### Problem to solve
Return the data exactly, with all pictures removed.

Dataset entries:
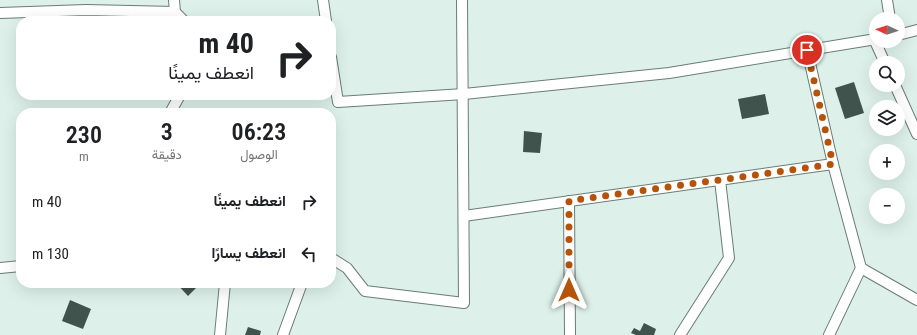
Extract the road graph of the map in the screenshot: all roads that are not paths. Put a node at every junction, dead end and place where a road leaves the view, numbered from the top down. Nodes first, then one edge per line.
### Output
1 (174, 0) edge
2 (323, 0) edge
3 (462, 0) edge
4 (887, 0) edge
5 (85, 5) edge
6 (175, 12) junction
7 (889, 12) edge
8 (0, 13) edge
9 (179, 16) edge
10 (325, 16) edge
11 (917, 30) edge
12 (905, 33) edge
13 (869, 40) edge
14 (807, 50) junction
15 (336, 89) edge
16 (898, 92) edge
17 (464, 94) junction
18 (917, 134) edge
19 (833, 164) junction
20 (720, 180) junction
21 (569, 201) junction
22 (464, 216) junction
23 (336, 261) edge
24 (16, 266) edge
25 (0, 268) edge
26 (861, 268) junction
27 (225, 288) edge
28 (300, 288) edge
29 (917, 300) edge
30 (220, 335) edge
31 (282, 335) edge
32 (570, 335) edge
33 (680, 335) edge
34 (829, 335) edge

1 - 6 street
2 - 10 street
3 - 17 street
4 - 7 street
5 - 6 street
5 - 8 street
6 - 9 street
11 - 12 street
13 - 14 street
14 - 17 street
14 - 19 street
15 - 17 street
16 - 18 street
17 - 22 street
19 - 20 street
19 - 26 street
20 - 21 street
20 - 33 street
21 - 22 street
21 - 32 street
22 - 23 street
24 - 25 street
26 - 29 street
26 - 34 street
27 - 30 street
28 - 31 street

### Task response
Extract the road graph of the map in the screenshot: all roads that are not paths. Put a node at every junction, dead end and place where a road leaves the view, numbered from the top down. Nodes first, then one edge per line.
### Output
1 (174, 0) edge
2 (323, 0) edge
3 (462, 0) edge
4 (887, 0) edge
5 (85, 5) edge
6 (175, 12) junction
7 (889, 12) edge
8 (0, 13) edge
9 (179, 16) edge
10 (325, 16) edge
11 (917, 30) edge
12 (905, 33) edge
13 (869, 40) edge
14 (807, 50) junction
15 (336, 89) edge
16 (898, 92) edge
17 (464, 94) junction
18 (917, 134) edge
19 (833, 164) junction
20 (720, 180) junction
21 (569, 201) junction
22 (464, 216) junction
23 (336, 261) edge
24 (16, 266) edge
25 (0, 268) edge
26 (861, 268) junction
27 (225, 288) edge
28 (300, 288) edge
29 (917, 300) edge
30 (220, 335) edge
31 (282, 335) edge
32 (570, 335) edge
33 (680, 335) edge
34 (829, 335) edge

1 - 6 street
2 - 10 street
3 - 17 street
4 - 7 street
5 - 6 street
5 - 8 street
6 - 9 street
11 - 12 street
13 - 14 street
14 - 17 street
14 - 19 street
15 - 17 street
16 - 18 street
17 - 22 street
19 - 20 street
19 - 26 street
20 - 21 street
20 - 33 street
21 - 22 street
21 - 32 street
22 - 23 street
24 - 25 street
26 - 29 street
26 - 34 street
27 - 30 street
28 - 31 street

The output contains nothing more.